◆ Brief ◆
Could you please transcribe the data exactly, without the pictures?

::: Data to use :::

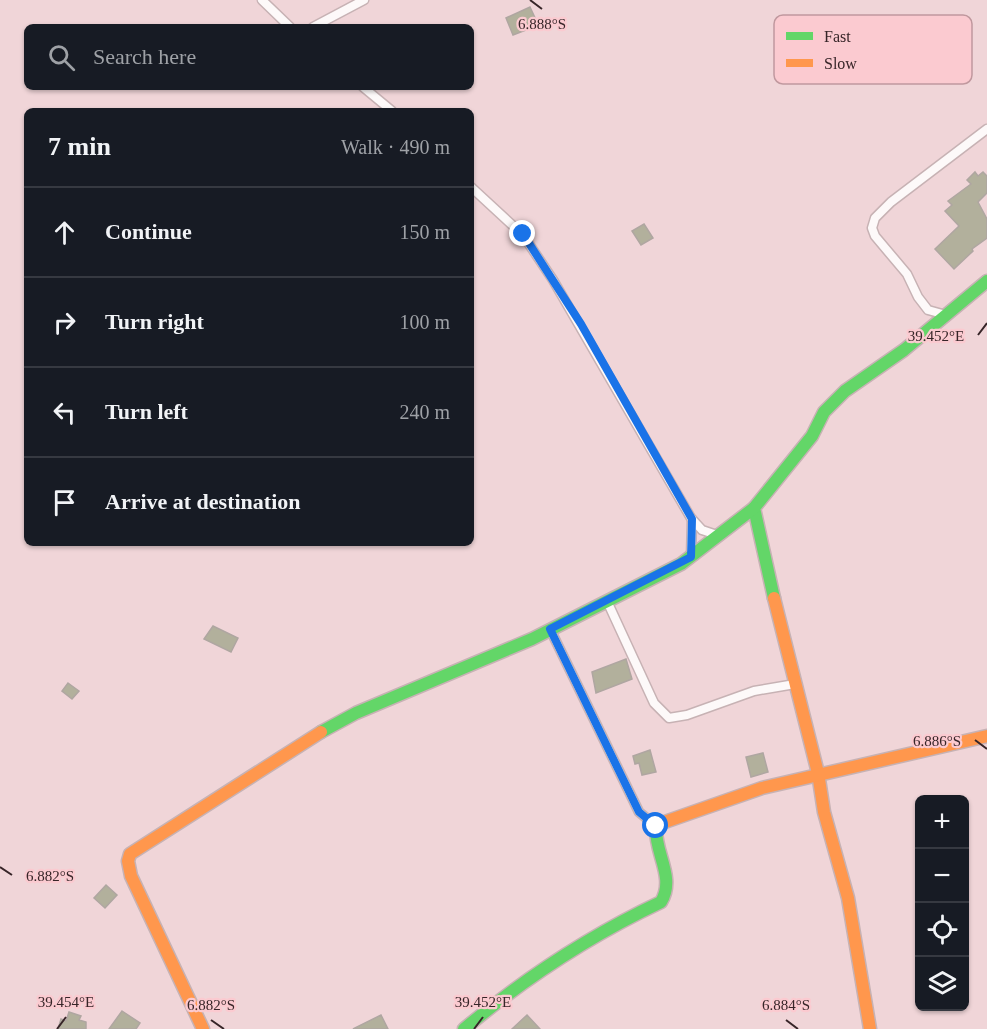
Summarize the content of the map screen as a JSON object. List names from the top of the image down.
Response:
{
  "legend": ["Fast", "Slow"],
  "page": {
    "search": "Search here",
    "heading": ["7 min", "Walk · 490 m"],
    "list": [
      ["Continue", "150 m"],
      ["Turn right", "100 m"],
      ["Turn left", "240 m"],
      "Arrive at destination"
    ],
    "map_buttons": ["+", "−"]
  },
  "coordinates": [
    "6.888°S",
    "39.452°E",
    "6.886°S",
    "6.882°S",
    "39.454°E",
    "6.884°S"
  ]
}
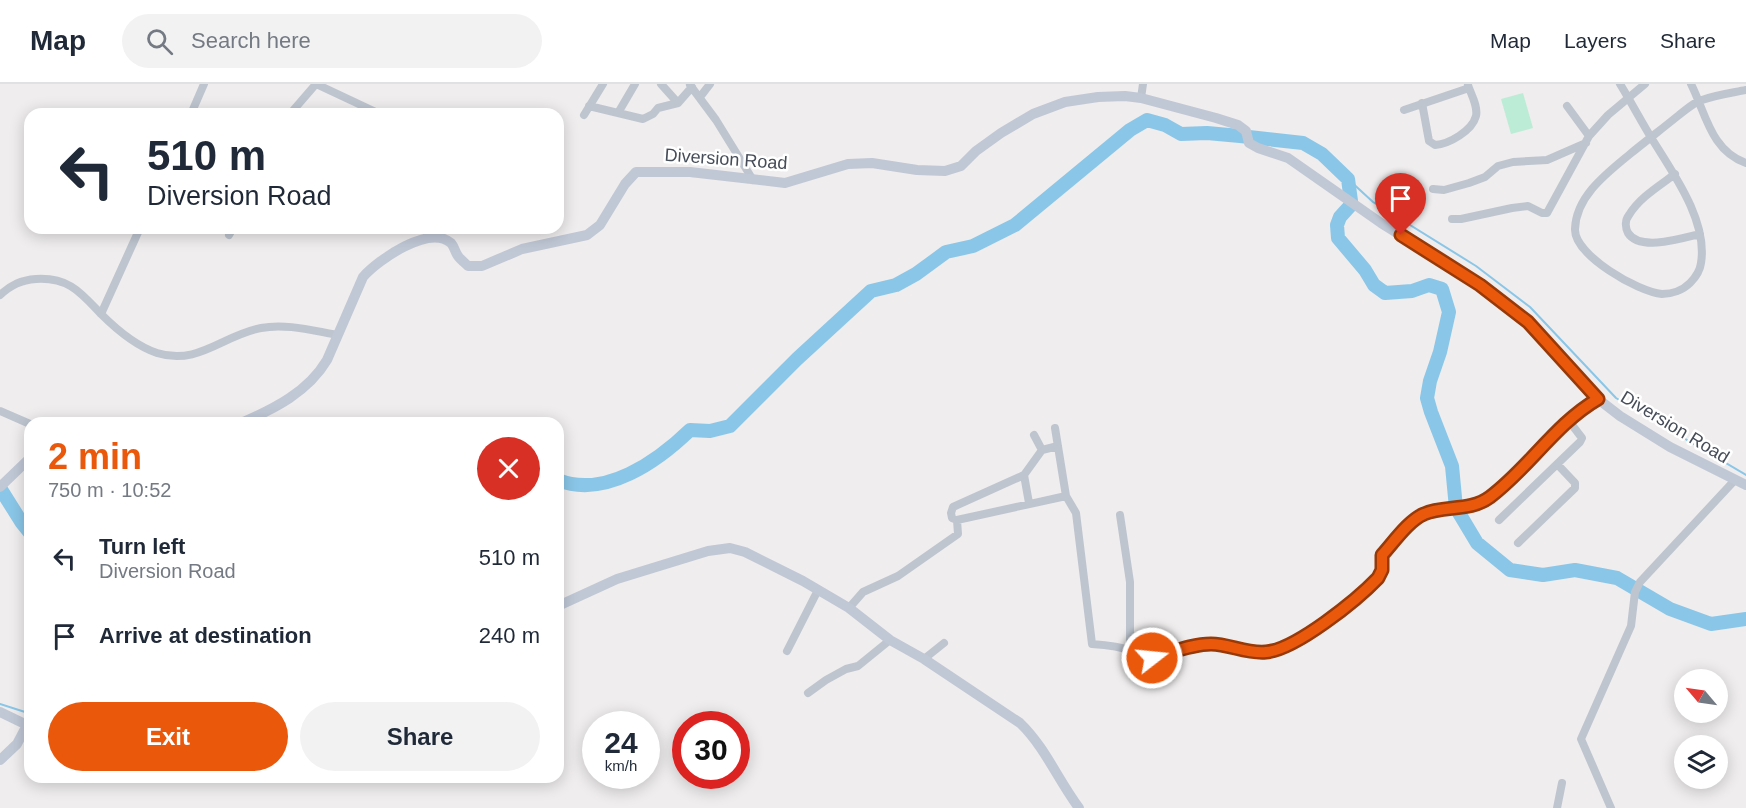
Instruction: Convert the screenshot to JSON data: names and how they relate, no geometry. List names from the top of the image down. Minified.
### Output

:::

◆ Result of the task ◆
Summarize the content of the map screen as a JSON object. List names from the top of the image down.
Response:
{
  "legend": ["Fast", "Slow"],
  "page": {
    "search": "Search here",
    "heading": ["7 min", "Walk · 490 m"],
    "list": [
      ["Continue", "150 m"],
      ["Turn right", "100 m"],
      ["Turn left", "240 m"],
      "Arrive at destination"
    ],
    "map_buttons": ["+", "−"]
  },
  "coordinates": [
    "6.888°S",
    "39.452°E",
    "6.886°S",
    "6.882°S",
    "39.454°E",
    "6.884°S"
  ]
}
Instruction: Convert the screenshot to JSON data: names and how they relate, no geometry. List names from the top of the image down. Minified.
### Output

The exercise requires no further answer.